[PROBLEM TO WORK ON] Among the entries, which lines carry the string "effects"? Copy each of them.

[DATA SUPPLIED]
++++++++

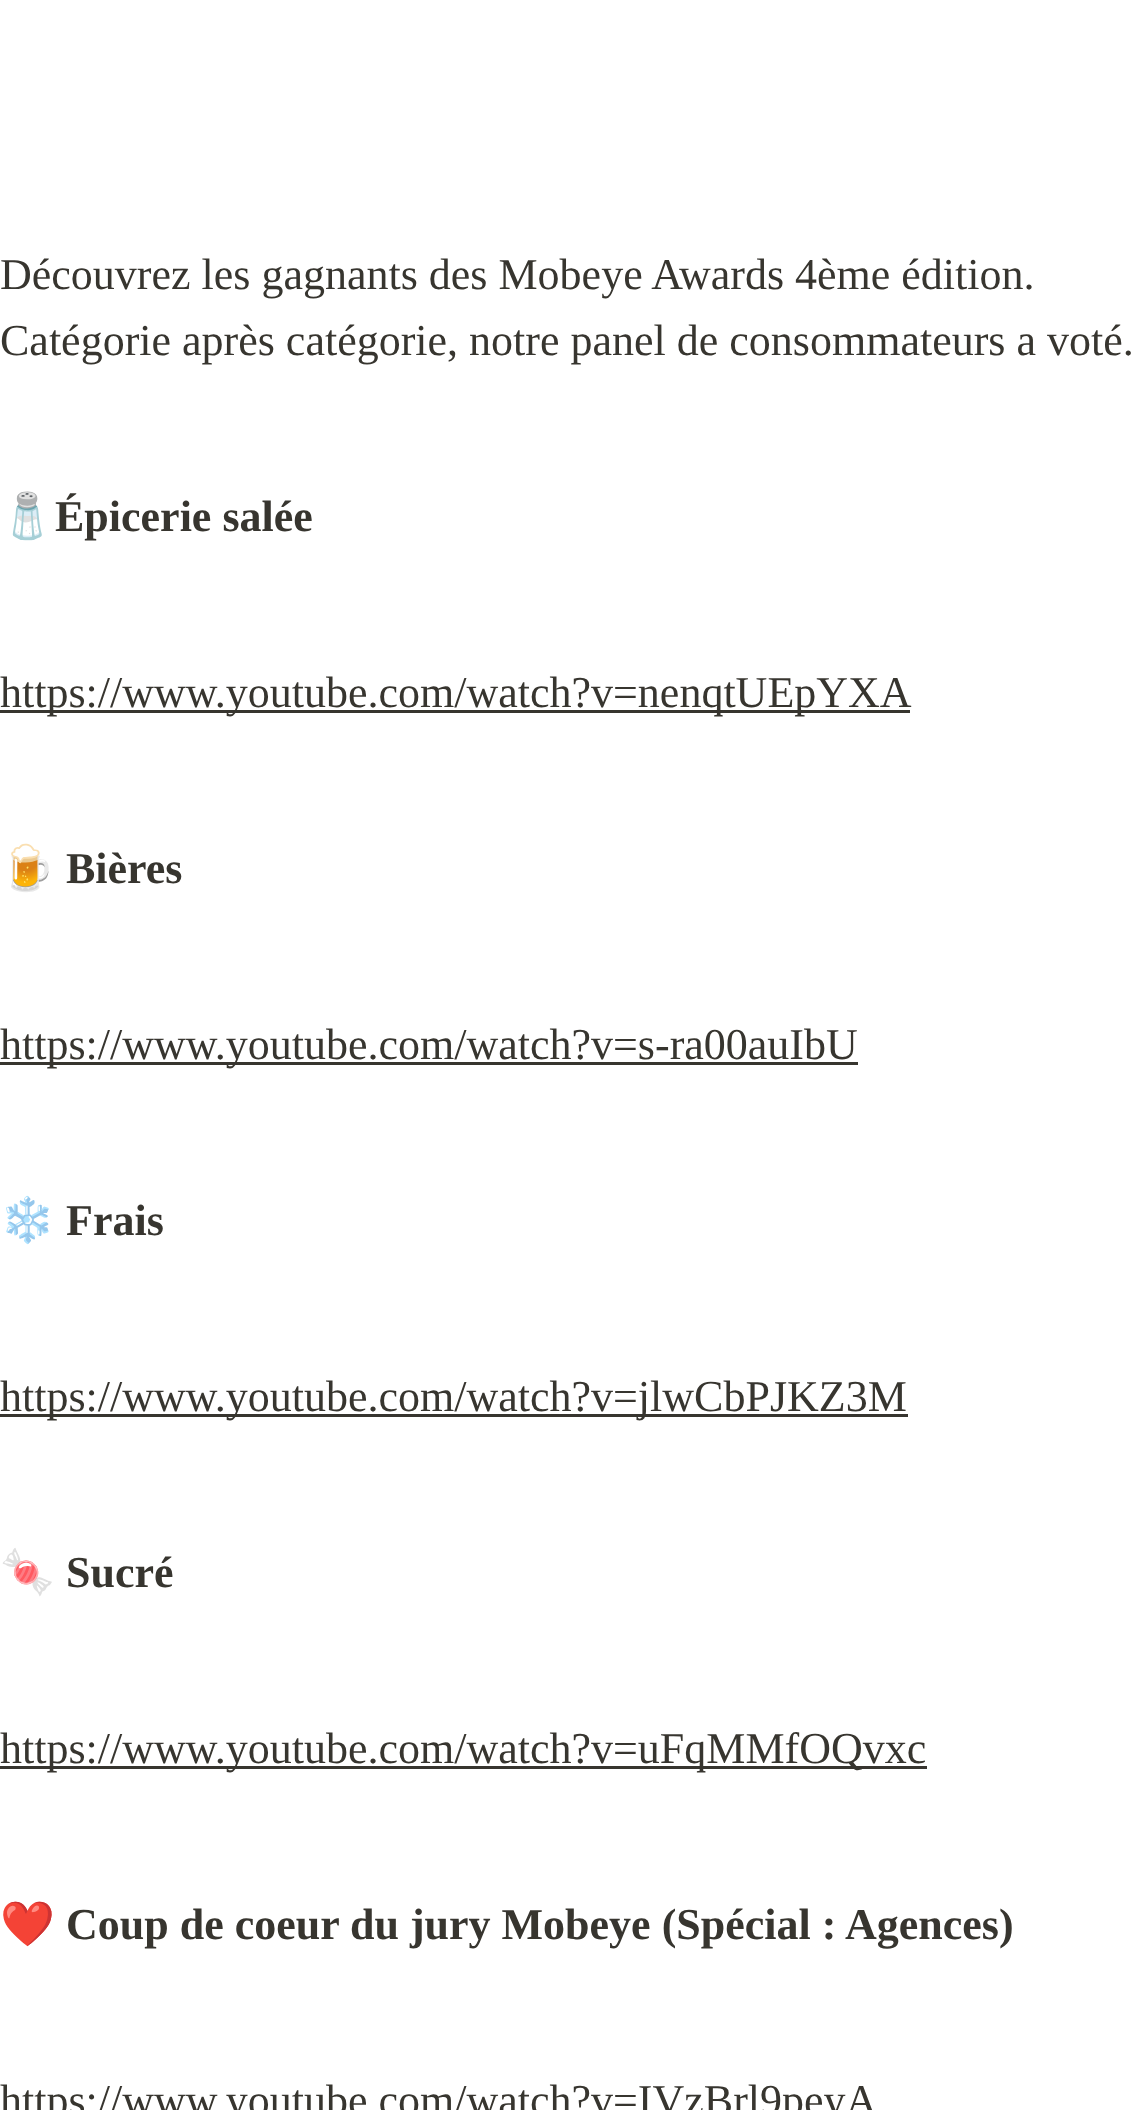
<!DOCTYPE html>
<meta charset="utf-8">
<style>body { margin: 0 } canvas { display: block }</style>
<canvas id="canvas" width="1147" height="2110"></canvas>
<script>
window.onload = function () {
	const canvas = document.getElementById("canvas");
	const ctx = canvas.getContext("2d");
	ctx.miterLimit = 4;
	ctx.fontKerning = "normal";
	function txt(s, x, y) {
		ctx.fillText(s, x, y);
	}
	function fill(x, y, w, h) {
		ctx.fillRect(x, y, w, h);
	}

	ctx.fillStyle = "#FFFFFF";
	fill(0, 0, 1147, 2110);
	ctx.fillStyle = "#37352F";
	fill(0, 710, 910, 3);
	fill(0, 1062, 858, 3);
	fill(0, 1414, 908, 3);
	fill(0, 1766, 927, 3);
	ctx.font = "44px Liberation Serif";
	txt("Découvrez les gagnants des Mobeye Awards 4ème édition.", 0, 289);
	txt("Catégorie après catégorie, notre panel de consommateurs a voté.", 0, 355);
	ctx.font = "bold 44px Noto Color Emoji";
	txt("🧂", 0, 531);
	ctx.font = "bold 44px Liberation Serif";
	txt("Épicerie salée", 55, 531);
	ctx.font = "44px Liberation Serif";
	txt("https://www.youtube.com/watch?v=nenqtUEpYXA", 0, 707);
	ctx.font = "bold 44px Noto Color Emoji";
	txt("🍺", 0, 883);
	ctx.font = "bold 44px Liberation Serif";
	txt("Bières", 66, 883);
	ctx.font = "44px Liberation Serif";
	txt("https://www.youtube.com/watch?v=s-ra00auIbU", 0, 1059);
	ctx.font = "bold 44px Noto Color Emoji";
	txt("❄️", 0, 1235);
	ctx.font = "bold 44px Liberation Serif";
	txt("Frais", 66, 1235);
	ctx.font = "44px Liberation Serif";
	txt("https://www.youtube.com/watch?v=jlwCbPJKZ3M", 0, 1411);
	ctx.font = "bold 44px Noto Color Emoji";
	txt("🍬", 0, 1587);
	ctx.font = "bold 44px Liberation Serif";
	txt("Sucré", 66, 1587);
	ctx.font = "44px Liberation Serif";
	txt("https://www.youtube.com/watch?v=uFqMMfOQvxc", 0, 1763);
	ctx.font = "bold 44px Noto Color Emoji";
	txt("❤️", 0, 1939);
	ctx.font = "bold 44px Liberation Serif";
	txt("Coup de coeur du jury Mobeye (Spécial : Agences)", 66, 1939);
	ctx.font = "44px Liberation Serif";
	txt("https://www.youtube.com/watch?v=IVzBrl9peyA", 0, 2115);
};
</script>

++++++++

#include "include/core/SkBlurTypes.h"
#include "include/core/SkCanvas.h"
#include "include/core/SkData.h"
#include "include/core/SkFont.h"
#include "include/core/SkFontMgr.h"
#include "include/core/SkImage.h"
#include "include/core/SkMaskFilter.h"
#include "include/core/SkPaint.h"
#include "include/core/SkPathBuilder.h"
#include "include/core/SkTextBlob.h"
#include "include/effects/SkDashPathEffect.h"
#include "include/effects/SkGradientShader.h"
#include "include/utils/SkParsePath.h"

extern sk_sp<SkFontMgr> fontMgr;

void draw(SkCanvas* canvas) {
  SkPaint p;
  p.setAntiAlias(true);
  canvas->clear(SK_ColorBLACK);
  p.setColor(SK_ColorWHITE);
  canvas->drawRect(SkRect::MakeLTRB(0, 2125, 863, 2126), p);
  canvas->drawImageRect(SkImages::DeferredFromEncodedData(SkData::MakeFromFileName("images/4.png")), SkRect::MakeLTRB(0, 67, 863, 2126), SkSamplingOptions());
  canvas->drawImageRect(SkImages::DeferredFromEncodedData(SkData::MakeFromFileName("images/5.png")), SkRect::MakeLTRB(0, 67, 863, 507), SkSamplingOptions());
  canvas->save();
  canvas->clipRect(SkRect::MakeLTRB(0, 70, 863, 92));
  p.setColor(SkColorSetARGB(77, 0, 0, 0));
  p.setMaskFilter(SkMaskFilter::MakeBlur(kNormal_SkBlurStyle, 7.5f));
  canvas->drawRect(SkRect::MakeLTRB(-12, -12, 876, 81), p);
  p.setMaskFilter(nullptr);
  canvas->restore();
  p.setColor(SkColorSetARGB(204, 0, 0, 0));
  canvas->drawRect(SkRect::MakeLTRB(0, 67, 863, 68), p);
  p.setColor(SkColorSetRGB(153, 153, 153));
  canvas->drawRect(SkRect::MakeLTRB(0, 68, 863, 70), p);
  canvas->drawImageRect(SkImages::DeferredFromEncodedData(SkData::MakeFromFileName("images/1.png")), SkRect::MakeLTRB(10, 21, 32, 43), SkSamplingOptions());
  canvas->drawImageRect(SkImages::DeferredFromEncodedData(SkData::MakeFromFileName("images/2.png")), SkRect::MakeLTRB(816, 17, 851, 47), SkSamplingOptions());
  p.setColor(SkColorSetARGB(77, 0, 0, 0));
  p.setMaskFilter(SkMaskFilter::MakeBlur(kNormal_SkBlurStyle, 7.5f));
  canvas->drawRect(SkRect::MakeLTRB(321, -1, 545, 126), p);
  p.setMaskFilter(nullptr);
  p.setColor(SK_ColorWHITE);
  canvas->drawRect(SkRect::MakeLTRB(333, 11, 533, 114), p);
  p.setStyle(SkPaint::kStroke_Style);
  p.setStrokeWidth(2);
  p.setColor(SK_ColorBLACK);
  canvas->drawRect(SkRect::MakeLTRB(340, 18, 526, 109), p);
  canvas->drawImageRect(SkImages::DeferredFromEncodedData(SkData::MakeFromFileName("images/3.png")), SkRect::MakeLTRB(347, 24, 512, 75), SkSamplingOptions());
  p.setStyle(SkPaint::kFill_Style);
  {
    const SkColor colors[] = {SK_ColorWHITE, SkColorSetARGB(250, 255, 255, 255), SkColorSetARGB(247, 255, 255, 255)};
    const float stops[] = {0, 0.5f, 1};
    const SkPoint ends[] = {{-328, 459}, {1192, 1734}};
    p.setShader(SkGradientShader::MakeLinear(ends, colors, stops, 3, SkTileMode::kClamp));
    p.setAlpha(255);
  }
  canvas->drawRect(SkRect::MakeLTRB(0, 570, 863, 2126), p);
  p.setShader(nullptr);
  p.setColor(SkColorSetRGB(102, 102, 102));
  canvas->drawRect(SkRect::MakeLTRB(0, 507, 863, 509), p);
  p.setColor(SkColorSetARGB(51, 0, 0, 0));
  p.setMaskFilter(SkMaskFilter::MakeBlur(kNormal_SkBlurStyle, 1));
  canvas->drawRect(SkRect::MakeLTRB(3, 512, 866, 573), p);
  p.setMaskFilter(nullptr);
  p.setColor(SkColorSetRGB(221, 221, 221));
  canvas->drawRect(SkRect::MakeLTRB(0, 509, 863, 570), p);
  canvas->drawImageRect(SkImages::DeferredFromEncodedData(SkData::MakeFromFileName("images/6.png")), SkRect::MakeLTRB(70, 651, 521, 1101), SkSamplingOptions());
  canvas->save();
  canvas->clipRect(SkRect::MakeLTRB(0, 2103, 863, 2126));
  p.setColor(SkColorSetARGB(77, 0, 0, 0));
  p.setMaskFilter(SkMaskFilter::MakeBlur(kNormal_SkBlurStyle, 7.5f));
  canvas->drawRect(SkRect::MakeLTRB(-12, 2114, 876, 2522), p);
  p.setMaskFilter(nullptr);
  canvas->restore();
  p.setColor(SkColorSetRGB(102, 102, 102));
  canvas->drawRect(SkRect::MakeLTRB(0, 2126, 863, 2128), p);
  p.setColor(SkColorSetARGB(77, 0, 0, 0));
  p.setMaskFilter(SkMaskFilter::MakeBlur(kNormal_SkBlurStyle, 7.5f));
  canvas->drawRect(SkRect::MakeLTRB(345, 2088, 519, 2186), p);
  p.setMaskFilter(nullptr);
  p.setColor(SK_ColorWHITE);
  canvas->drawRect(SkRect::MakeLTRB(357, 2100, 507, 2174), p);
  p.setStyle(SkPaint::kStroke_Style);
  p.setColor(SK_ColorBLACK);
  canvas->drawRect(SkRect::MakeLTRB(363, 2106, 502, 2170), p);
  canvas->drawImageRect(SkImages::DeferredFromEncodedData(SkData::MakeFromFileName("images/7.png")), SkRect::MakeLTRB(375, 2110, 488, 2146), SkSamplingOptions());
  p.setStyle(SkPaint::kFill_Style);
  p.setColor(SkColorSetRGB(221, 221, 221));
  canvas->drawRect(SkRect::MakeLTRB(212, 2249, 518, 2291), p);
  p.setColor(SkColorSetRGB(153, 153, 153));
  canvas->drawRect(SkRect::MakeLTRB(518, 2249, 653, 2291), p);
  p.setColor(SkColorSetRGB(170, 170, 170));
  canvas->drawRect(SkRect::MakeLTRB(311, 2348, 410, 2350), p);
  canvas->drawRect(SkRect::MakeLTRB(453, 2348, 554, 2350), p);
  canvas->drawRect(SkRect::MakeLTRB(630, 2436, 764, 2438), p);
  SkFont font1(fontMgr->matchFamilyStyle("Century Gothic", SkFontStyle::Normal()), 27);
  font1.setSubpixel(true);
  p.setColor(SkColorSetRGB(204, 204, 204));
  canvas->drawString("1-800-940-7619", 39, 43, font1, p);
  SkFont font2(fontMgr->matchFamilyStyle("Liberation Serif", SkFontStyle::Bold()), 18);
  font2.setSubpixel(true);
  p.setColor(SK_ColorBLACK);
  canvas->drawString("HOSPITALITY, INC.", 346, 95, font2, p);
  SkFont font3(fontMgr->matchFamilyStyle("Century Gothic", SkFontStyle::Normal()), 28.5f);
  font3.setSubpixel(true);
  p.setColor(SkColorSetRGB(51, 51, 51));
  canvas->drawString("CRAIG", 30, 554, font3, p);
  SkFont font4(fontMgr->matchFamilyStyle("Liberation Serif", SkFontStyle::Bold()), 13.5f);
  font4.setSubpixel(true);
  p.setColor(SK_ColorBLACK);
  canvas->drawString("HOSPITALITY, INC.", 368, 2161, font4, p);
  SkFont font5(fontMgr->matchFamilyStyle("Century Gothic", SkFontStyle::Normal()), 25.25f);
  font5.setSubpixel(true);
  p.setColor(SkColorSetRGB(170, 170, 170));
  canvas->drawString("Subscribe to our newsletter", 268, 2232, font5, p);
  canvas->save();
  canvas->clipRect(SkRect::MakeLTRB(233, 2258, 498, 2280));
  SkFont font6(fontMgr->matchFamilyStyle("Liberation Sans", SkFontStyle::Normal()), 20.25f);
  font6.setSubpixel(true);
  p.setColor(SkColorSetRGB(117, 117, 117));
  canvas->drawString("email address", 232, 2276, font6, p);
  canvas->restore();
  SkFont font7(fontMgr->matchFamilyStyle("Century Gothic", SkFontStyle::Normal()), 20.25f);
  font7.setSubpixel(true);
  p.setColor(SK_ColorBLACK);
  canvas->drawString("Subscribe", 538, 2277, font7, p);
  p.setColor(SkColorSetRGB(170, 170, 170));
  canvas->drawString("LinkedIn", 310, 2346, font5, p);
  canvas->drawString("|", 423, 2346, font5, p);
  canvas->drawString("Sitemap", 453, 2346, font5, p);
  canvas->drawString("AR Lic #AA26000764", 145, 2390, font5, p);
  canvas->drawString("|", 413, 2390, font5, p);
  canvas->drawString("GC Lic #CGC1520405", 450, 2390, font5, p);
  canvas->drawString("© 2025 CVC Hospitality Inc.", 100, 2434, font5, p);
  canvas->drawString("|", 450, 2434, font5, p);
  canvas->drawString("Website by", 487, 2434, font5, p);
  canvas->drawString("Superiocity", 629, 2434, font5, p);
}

++++++++

[ANSWER SECTION]
#include "include/effects/SkDashPathEffect.h"
#include "include/effects/SkGradientShader.h"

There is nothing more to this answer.